To explain the test circuit. It is a half wave rectifier with no explicit filtering. Total filter capacitance is maybe 100 to 200 pfd. Total load resistance is 2 megohms in parallel with 10 megohms or 5 megohms depending on whether one or two meters are across the 2 meg resistor (the 2 meg resistor is two 1 meg resistors in series), and assuming each meter input resistance is 10 megs. The heat shrink tubing simply covers the solder joint. You could put a 100,000 ohms resistor in place of the 2 meg and have very little effect on the reading. Maybe 0.1 V. The time constant at 200 pfd may be about 0.3 milliseconds, probably is less because the capacitance may not be this large.

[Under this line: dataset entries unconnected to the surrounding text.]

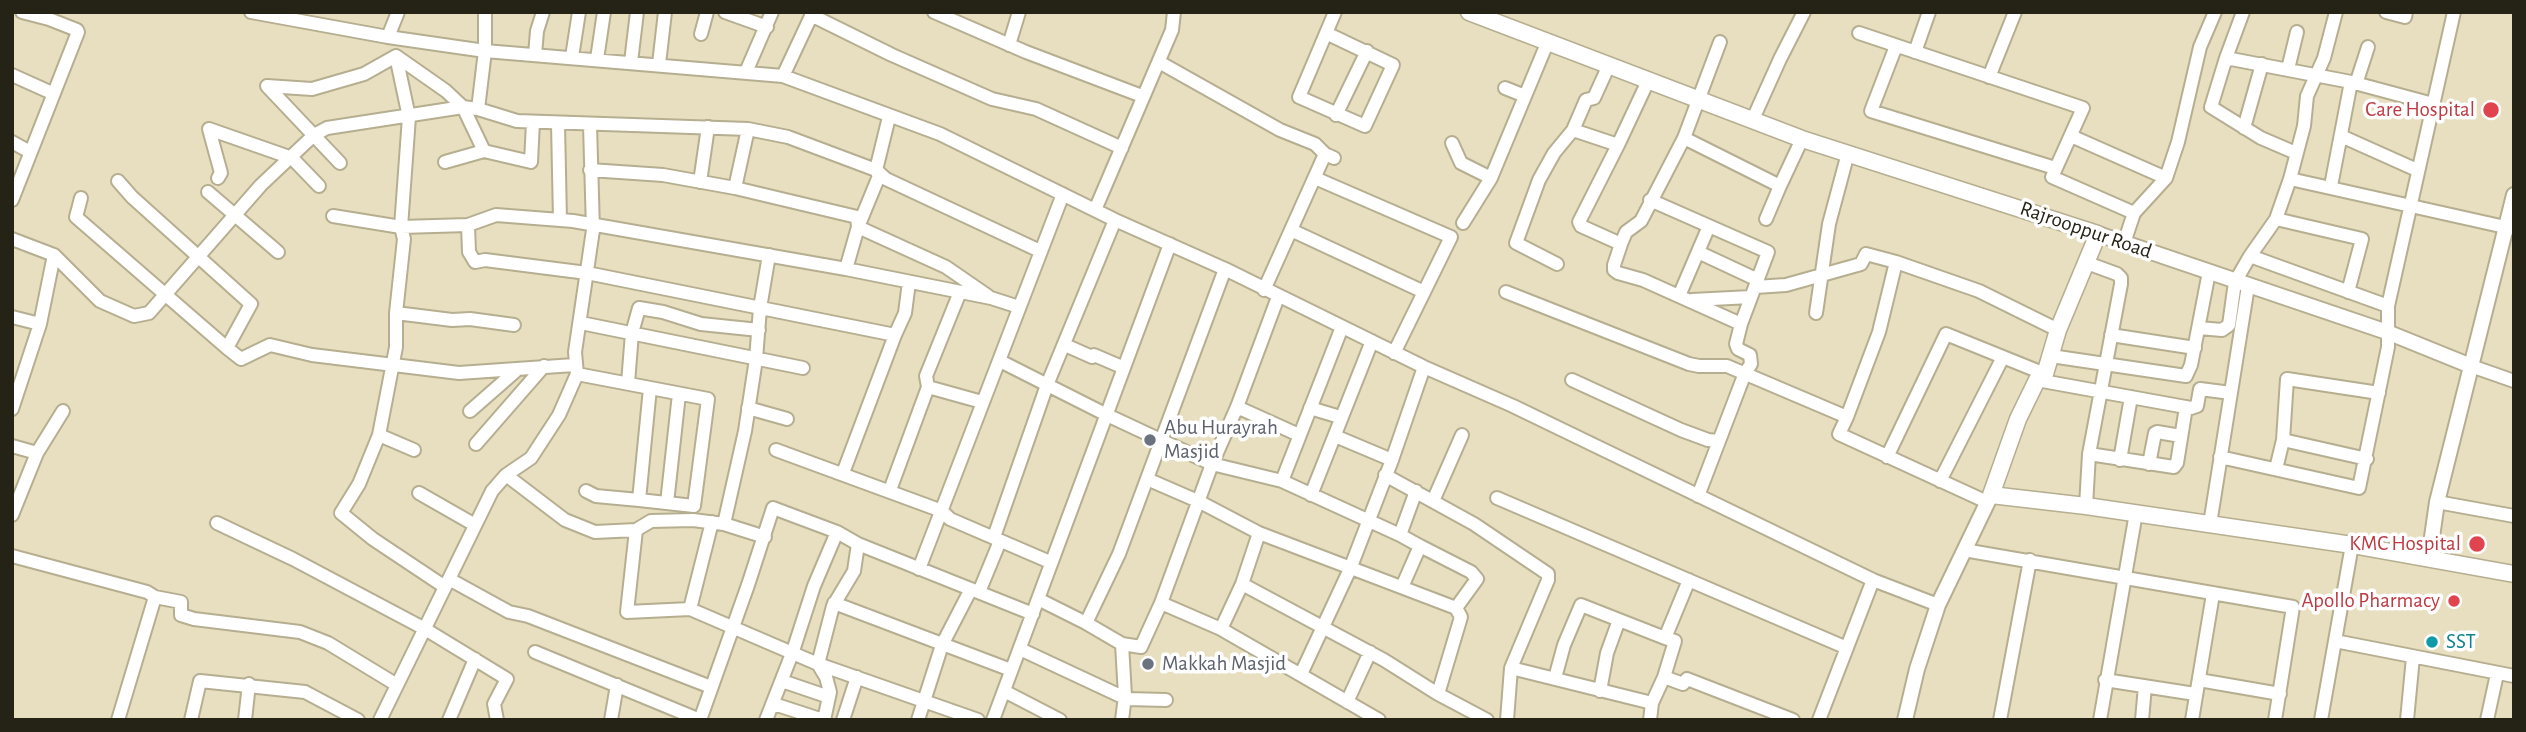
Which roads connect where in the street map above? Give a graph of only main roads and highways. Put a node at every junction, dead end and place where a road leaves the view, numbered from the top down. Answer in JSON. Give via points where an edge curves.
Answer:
{"nodes":[{"id":1,"x":1469,"y":12,"type":"edge"},
{"id":2,"x":2514,"y":574,"type":"edge"}],
"edges":[{"from":1,"to":2,"type":"main road","name":"Rajrooppur Road","via":[[1802,139],[2098,234],[2051,356],[2018,419],[1989,499],[2136,513]]}]}
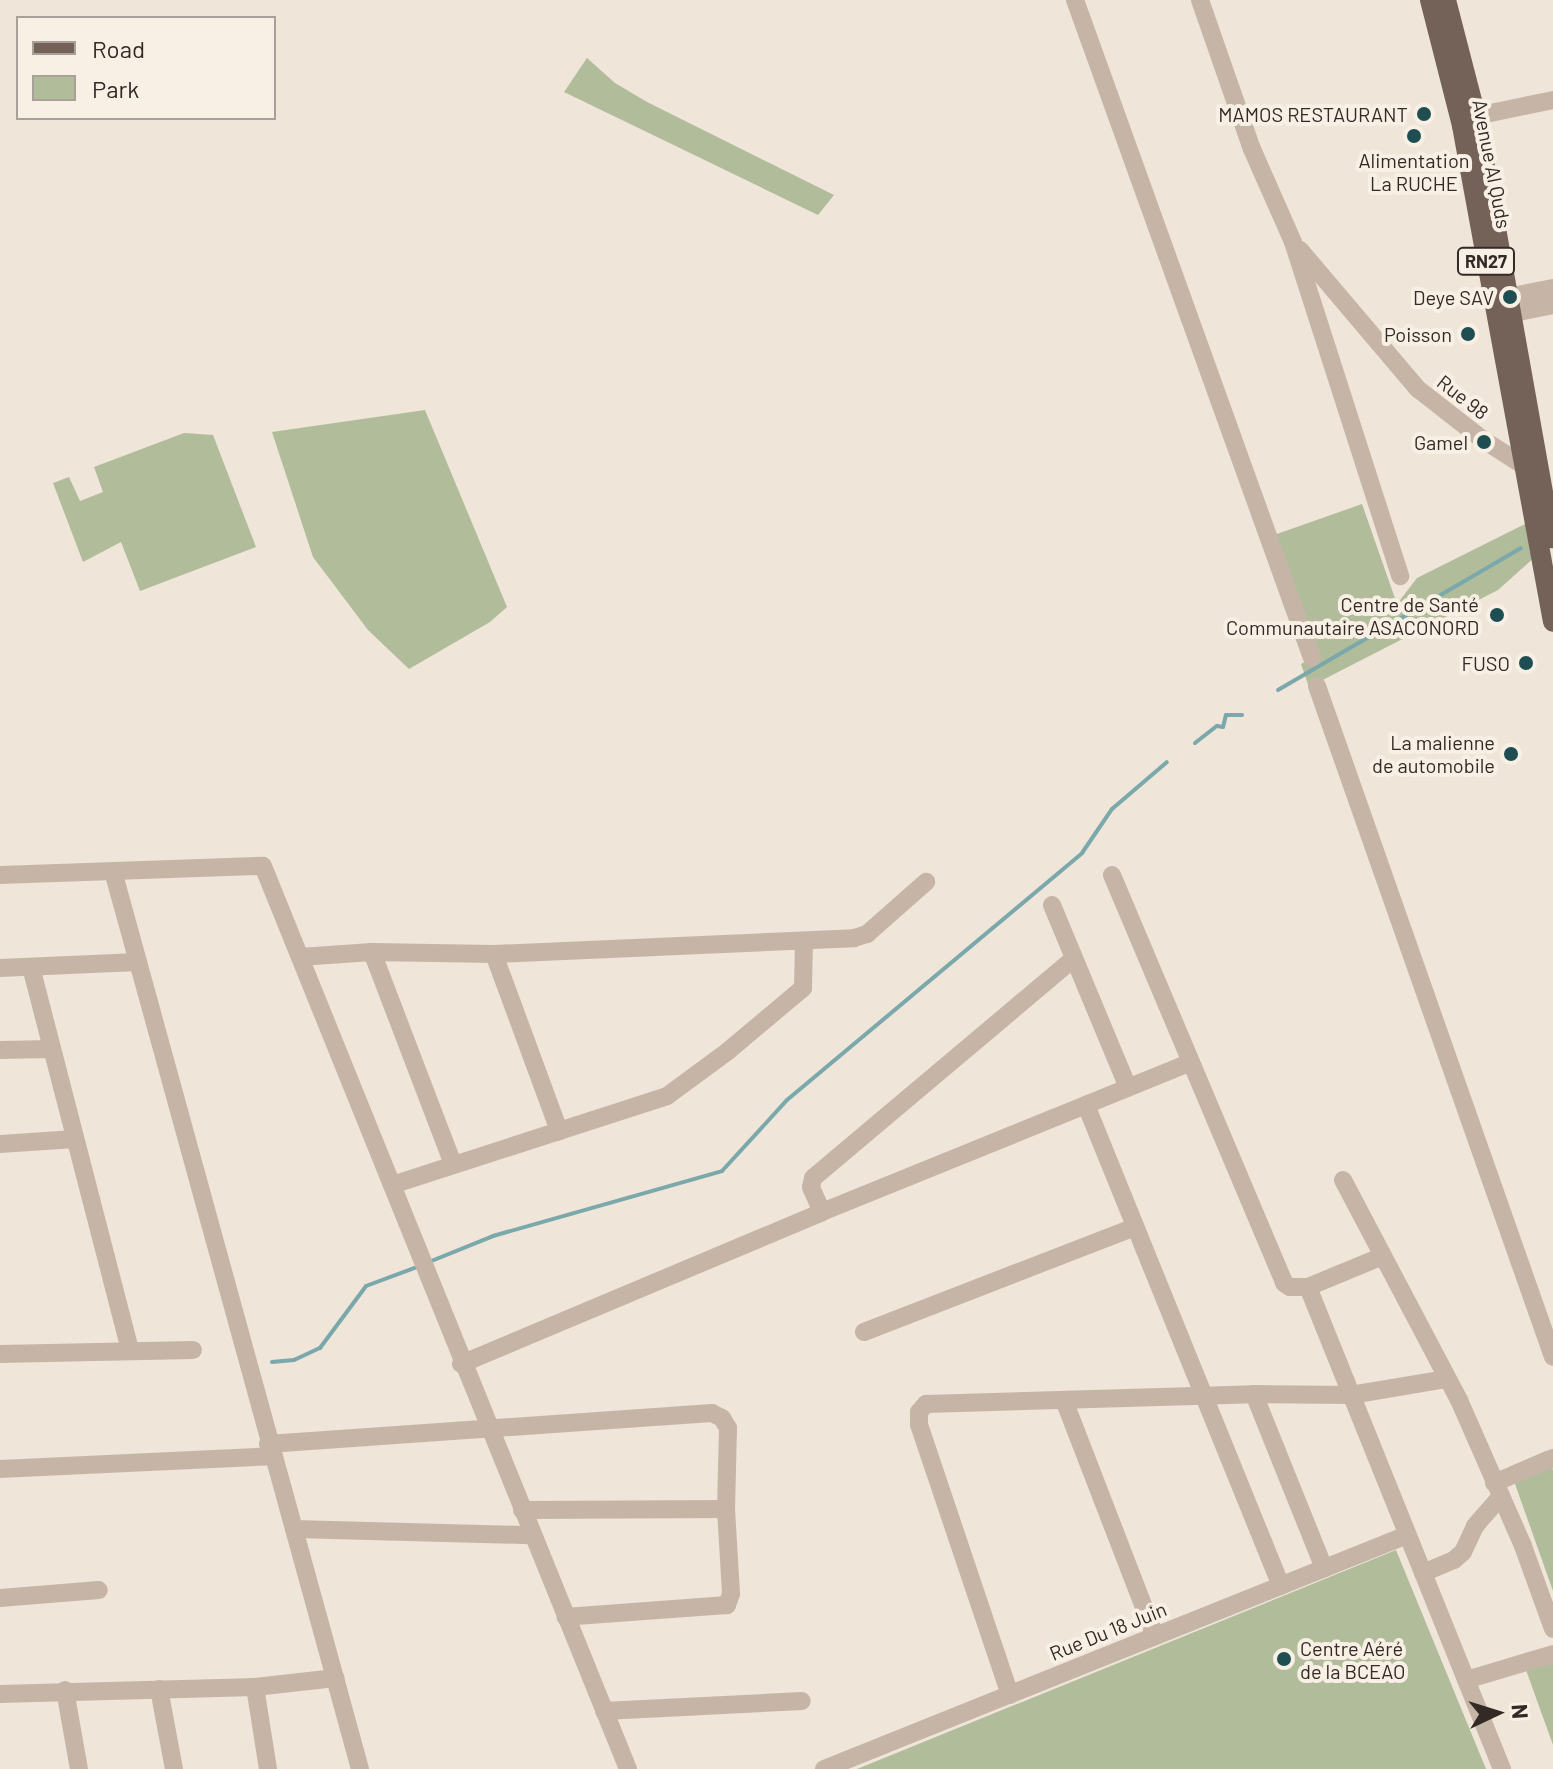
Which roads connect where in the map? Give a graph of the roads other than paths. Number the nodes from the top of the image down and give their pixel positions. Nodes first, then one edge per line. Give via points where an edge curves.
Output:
1 (1075, 0) edge
2 (1200, 0) edge
3 (1430, 0) edge
4 (1446, 0) edge
5 (1553, 100) edge
6 (1476, 116) junction
7 (1293, 242) junction
8 (1553, 288) edge
9 (1553, 305) edge
10 (1503, 307) junction
11 (1524, 466) junction
12 (1541, 522) junction
13 (1547, 552) edge
14 (1400, 576) dead end
15 (1553, 622) edge
16 (1312, 658) dead end
17 (1317, 686) dead end
18 (113, 871) junction
19 (0, 875) edge
20 (1112, 875) dead end
21 (926, 882) dead end
22 (1052, 905) dead end
23 (804, 941) junction
24 (372, 952) junction
25 (494, 954) junction
26 (300, 957) junction
27 (1074, 958) junction
28 (138, 962) junction
29 (31, 967) junction
30 (0, 968) edge
31 (52, 1049) junction
32 (0, 1050) edge
33 (1191, 1062) junction
34 (1128, 1088) junction
35 (1086, 1105) junction
36 (559, 1131) junction
37 (75, 1139) junction
38 (0, 1144) edge
39 (453, 1164) junction
40 (1343, 1180) dead end
41 (392, 1185) junction
42 (822, 1212) junction
43 (1135, 1227) junction
44 (1383, 1256) junction
45 (1308, 1287) junction
46 (864, 1332) dead end
47 (130, 1350) junction
48 (193, 1350) dead end
49 (0, 1354) edge
50 (1553, 1357) edge
51 (461, 1364) junction
52 (1447, 1379) junction
53 (1254, 1394) junction
54 (1203, 1395) junction
55 (1351, 1395) junction
56 (1064, 1400) junction
57 (488, 1427) junction
58 (270, 1450) junction
59 (1553, 1458) edge
60 (0, 1469) edge
61 (1497, 1490) junction
62 (726, 1509) junction
63 (522, 1510) junction
64 (294, 1529) junction
65 (530, 1535) junction
66 (1407, 1535) junction
67 (1324, 1568) junction
68 (1423, 1573) junction
69 (1281, 1586) junction
70 (99, 1590) dead end
71 (0, 1598) edge
72 (565, 1617) junction
73 (1553, 1629) edge
74 (1155, 1636) junction
75 (1553, 1654) edge
76 (335, 1678) junction
77 (1466, 1680) junction
78 (255, 1687) junction
79 (159, 1689) junction
80 (65, 1690) junction
81 (0, 1694) edge
82 (1010, 1695) junction
83 (802, 1701) dead end
84 (604, 1711) junction
85 (79, 1769) edge
86 (174, 1769) edge
87 (268, 1769) edge
88 (360, 1769) edge
89 (628, 1769) edge
90 (824, 1769) edge
91 (1502, 1769) edge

The average DC voltage of a half wave rectified sine wave is (2/Pi)*(1/2) = 0.31831. The 1/2 comes from the half wave. 2/Pi is the average of a sine wave of unity peak from 0 to Pi radians. A 120 V RMS sine wave has a peak of 169.706 V. The average half wave rectified value of a 120 V RMS sine wave is 169.706 * 0.31831 = 54.02 V.
The ratio between the RMS value and the half wave rectified average is Pi / 2^0.5 = 2.22144146. Call it 2.222 for ease of memory.
Your DC readings were 57.1 and 57.2 very close and the implication is these are probably valid and that the DC function of both meters is probably OK. I will average these at 57.15 and this times 2.222 = 127.0 V . I suggested adding 0.3 V to compensate for diode drop. Thus, from the DC measurement the estimated RMS value is 127.3 V. Your Ideal reads 126.4 and the Greenlee reads 115.1. The Ideal differs by 0.7% and can for the moment be assumed to be within specification. The Greenlee appears to be incorrect by about 9.6%.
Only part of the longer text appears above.